Investigating Your Problems
Sep 10, 2025
By Leah Crump
Investigating Your Problems
All week I found myself puzzled by a small cut on my finger. Each morning it appeared raw again, tender and stinging, as if I had just sliced it open. I chose not to dismiss it, but to pay attention, to linger in the question of why this small wound would not close.
After several days of quiet observation, the answer revealed itself. The culprit was not random. It was the sharp edge of a new hand soap bottle, catching my skin every time I washed my hands, reopening what had only just begun to heal. Something so simple, so unremarkable, had been holding me in a cycle of pain.
When Balance Slips Away
This is how imbalance often works. It rarely arrives as a sudden collapse, but more often as a gradual erosion. It shows up in the details we overlook: mornings rushed before the day even begins, conversations that leave us quietly diminished, and compromises we convince ourselves are harmless until they collect into exhaustion.
It is not usually one heavy burden that wears us down, but the repetition of smaller irritations that cut into our energy again and again.
The Power of Curiosity
Curiosity is the beginning of clarity. It replaces judgment with gentleness and turns frustration into wonder. The question is not “what is wrong with me” but “what is asking for my attention here?” That shift allows us to see patterns that were once hidden, and those patterns reveal the places where healing and balance begin.
Balance grows out of this noticing. Not from perfection, not from rigid control, but from the willingness to stay present with discomfort until it shows us what needs to shift.
The Practice of Investigation
To investigate your problems is to honor wellness at its core. It is the practice of standing inside the details of your life and listening to what they are saying.
Maybe the sharp edge is a calendar packed so tightly that it leaves no space to breathe. Maybe it is the belief that you must prove your worth by saying yes to everything. Maybe it is the way your mornings begin with noise and urgency instead of calm and intention.
Investigation is not about exaggerating pain. It is about noticing the texture of your days, the weight of your choices, the rhythm of your energy, and then choosing with awareness instead of habit.
Where the Shift Happens
Lasting change rarely comes from sweeping reinvention. It lives in refinement. One ritual added back to your morning. One boundary drawn with kindness and firmness. One decision to change the container rather than continue reopening the wound.

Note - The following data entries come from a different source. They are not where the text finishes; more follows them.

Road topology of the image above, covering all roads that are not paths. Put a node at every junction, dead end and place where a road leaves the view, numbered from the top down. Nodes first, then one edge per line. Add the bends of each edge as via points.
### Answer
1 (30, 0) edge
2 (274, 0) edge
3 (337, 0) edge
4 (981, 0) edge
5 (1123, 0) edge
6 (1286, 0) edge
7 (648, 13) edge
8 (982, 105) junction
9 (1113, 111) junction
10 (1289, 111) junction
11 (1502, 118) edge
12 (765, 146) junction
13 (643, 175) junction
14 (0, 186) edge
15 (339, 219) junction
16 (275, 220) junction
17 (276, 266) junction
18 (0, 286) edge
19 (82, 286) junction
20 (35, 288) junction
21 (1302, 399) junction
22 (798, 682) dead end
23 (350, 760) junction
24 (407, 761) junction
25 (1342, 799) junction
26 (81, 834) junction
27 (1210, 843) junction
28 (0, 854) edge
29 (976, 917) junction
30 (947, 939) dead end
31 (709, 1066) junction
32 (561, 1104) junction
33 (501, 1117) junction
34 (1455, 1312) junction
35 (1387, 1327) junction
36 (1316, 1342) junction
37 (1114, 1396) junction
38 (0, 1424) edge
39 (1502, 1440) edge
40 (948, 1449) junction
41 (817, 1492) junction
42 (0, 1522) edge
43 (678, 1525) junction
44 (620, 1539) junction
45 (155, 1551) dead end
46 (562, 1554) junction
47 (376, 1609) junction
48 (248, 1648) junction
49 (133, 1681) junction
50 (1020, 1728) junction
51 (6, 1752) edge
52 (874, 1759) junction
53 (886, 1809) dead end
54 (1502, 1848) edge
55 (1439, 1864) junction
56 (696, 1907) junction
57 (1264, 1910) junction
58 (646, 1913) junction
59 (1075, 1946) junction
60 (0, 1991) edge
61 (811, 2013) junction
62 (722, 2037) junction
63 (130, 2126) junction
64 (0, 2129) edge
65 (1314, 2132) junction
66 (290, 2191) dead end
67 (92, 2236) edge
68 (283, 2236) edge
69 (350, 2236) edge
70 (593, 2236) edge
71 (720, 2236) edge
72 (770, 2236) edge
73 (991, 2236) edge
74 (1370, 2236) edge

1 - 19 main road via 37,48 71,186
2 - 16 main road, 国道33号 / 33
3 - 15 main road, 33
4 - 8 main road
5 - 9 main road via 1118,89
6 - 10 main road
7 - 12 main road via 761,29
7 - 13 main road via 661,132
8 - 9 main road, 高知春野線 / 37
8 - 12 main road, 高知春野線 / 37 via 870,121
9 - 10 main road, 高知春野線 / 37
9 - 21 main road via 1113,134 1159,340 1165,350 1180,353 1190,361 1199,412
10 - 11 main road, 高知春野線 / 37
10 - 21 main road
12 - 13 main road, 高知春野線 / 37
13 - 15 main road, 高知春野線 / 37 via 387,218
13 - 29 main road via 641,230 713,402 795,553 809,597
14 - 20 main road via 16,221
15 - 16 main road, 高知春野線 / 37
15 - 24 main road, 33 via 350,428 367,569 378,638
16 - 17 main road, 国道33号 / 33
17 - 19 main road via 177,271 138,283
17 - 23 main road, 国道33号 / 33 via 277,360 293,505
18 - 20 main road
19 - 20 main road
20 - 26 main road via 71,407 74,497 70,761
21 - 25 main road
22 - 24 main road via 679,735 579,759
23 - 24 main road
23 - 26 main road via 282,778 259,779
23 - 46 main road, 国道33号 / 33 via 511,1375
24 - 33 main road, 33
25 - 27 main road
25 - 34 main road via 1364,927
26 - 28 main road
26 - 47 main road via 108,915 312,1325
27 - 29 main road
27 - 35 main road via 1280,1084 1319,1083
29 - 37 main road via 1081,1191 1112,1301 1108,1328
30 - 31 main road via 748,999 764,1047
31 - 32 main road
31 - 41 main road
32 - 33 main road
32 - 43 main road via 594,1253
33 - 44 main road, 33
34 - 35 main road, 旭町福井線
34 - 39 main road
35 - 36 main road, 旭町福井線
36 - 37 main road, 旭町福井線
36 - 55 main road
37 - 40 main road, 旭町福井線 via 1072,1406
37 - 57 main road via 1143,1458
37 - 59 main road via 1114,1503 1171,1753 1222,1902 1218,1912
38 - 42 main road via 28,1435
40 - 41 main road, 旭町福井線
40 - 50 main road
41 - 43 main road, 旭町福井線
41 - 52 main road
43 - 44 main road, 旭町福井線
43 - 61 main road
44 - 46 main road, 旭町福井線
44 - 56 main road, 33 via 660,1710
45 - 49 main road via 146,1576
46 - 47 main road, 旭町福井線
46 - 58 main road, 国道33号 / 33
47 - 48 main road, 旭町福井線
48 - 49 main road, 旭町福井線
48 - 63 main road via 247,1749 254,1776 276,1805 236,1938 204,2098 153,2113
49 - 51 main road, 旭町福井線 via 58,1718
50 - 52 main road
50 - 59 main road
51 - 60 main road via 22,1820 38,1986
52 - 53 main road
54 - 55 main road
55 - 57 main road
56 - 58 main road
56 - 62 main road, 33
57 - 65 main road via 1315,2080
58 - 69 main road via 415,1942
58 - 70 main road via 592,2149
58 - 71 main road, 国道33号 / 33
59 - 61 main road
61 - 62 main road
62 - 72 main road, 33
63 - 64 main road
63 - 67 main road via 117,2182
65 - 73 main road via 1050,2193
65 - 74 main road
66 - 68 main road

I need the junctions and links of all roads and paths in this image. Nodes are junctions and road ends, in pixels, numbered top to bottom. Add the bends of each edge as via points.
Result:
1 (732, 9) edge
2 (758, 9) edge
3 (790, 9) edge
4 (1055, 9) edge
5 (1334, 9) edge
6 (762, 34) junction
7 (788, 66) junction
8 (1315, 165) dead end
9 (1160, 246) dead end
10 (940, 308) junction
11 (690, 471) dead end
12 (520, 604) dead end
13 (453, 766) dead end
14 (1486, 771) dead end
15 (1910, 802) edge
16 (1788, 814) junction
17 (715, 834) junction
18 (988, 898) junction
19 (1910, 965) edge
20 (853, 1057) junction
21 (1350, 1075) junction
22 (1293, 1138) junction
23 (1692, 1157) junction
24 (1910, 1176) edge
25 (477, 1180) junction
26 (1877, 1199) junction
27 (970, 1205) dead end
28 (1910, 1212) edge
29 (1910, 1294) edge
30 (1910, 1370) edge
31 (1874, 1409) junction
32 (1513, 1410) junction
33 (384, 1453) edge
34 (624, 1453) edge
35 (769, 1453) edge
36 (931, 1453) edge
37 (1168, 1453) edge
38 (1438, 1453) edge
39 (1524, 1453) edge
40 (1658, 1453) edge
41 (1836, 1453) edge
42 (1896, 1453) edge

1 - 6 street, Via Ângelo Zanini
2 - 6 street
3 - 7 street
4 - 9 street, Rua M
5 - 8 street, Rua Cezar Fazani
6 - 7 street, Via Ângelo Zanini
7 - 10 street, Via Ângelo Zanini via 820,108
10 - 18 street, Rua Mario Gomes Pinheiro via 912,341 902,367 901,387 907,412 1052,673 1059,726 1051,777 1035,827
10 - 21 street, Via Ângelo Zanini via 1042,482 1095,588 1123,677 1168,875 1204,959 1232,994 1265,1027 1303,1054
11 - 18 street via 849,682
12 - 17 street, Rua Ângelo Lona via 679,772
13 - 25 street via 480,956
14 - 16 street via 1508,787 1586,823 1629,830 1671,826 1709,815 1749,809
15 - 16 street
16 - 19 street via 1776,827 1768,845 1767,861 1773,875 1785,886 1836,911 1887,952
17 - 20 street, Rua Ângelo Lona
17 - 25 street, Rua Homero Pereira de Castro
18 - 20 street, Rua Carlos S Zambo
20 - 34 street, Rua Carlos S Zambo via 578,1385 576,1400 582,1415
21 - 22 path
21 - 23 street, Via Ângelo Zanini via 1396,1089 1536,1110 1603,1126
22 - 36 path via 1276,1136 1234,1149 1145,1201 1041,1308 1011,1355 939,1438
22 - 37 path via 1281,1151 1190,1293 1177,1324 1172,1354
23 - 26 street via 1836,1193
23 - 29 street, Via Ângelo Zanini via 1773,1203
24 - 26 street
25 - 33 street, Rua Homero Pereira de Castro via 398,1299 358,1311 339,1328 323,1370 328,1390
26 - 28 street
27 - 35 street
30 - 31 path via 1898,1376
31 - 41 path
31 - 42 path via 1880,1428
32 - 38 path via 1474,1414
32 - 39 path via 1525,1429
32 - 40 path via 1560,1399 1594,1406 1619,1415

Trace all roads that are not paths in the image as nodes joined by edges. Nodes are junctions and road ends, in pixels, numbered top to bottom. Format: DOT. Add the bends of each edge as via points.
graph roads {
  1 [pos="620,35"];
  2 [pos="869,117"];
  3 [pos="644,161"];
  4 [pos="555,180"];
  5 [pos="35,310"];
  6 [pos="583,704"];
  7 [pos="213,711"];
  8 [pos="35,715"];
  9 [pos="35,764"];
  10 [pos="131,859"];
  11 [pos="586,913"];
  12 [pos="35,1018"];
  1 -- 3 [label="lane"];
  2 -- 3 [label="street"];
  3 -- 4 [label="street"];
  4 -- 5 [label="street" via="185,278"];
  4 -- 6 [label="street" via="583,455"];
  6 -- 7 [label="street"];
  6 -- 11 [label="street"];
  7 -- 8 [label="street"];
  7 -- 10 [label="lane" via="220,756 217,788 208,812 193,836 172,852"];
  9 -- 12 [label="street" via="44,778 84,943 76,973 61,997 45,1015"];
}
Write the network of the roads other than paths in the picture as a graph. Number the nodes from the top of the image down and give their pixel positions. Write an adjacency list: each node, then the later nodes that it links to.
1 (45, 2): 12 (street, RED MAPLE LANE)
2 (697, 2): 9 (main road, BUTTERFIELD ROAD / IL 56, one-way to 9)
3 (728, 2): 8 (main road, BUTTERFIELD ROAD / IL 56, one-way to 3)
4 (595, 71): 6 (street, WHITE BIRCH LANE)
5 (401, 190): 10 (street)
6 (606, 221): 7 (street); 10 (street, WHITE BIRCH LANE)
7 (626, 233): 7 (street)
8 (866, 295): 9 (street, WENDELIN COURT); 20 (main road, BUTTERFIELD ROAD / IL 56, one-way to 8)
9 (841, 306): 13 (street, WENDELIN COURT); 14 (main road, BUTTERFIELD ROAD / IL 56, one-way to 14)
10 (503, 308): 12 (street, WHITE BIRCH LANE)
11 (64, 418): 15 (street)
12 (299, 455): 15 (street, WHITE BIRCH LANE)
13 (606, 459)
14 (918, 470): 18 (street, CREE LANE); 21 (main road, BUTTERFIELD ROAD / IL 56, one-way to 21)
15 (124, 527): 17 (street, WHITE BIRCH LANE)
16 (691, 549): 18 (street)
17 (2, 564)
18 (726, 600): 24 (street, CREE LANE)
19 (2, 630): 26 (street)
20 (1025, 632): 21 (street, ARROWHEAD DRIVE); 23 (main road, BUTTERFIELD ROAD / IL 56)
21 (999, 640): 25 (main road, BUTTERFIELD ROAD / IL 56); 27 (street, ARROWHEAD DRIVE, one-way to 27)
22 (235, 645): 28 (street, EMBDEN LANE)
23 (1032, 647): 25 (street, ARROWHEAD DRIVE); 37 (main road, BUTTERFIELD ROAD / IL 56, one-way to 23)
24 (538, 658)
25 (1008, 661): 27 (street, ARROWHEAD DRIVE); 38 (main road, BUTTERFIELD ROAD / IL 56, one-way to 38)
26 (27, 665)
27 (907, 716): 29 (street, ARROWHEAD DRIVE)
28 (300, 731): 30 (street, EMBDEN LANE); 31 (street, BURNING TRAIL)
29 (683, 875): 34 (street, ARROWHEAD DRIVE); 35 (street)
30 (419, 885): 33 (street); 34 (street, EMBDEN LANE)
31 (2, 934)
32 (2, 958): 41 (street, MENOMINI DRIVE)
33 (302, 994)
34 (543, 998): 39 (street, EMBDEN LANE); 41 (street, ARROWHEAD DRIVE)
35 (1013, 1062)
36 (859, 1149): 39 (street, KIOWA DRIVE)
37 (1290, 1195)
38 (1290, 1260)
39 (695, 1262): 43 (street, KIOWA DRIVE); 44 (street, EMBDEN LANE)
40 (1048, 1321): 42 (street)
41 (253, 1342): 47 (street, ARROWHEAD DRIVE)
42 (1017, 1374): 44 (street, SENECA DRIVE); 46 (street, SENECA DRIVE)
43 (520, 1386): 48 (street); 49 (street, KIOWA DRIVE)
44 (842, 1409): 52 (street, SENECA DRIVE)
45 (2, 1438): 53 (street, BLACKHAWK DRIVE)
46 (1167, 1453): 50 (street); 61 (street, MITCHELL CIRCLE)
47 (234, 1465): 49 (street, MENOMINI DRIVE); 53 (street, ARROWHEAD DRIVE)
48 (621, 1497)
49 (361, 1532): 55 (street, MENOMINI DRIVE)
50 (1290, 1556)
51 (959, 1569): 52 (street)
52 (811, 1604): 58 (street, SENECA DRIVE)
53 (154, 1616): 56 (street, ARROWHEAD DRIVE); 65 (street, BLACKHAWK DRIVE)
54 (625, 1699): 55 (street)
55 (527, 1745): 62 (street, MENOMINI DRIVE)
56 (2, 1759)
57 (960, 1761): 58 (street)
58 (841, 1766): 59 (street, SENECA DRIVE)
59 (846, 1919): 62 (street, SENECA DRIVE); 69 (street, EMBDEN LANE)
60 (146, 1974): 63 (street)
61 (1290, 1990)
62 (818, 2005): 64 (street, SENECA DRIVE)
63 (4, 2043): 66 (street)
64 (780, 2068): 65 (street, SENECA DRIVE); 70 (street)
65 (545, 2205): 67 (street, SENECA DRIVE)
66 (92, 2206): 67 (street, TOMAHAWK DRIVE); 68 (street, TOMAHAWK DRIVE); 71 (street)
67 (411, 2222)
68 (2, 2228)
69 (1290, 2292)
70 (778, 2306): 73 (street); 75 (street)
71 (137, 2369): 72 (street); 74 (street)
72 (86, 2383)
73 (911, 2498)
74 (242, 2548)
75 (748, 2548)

This is how I approach it:
- Audit your rituals. I call this a clarity scan. Walk yourself through the flow of your day. Which rhythms steady you and which ones thin you out? Even one exchange can shift your energy.
- Refine your environment. Pay attention to how light falls, to what sounds fill the space, to how your body feels as it moves through each room. A few small adjustments can change the entire experience.
- Evaluate your relationships. Energy is contagious. Notice who helps you expand and who leaves you contracted.
- Redraw your boundaries. Boundaries are not barriers. They are the design of your vitality, shaping how your energy moves and where it is preserved.
This is the essence of my book Be Well, Do Well. It is not about fixing yourself. It is about designing a life that sustains you. I see the same truth in my consulting work.
A wellness retreat once asked me to review their movement studio. The design was striking. Glass walls framed the trees outside, polished mirrors caught the light in every direction, and the space looked like a sanctuary. Yet people left unsettled, uneasy, unable to rest inside the experience. On paper, the design was flawless. In practice, the body knew otherwise.
When I stepped inside barefoot, I felt the sharpness immediately. The echo of voices bounced harshly across glass and walls. The mirrors fractured attention instead of focusing it. The floor was too rigid, leaving the body braced instead of open. Guests could not name the issue, but their nervous systems told the truth. The beauty of the design was undeniable, yet the experience was cutting against wellness.
By investigating the space and listening to what it asked for, with softer acoustics that calmed the echo, mirrors positioned to support focus, and flooring that offered grounding rather than resistance, we transformed it into a place where people wanted to linger. A room that not only looked like wellness, but finally felt like it.
A Life Designed for Balance
Balance is not a prize waiting at the end of effort. It is not a state to be reached once and held forever. Balance is presence. It is the courage to notice what feels sharp and the wisdom to change what no longer serves. It is the willingness to trust that small refinements can restore what feels lost.
When you live this way, you stop circling the same wound. You stop reacting. You begin creating. You begin writing a story where your life feels whole, alive, and aligned.
An Affirmation
I investigate my problems.
I notice what feels sharp and I ask why.
I refuse to accept irritation as inevitable.
I design solutions that restore balance and create strength.
I choose small adjustments that unlock sustainable power.
I live from awareness, clarity, and courage.
I am committed to being well, so I can do well.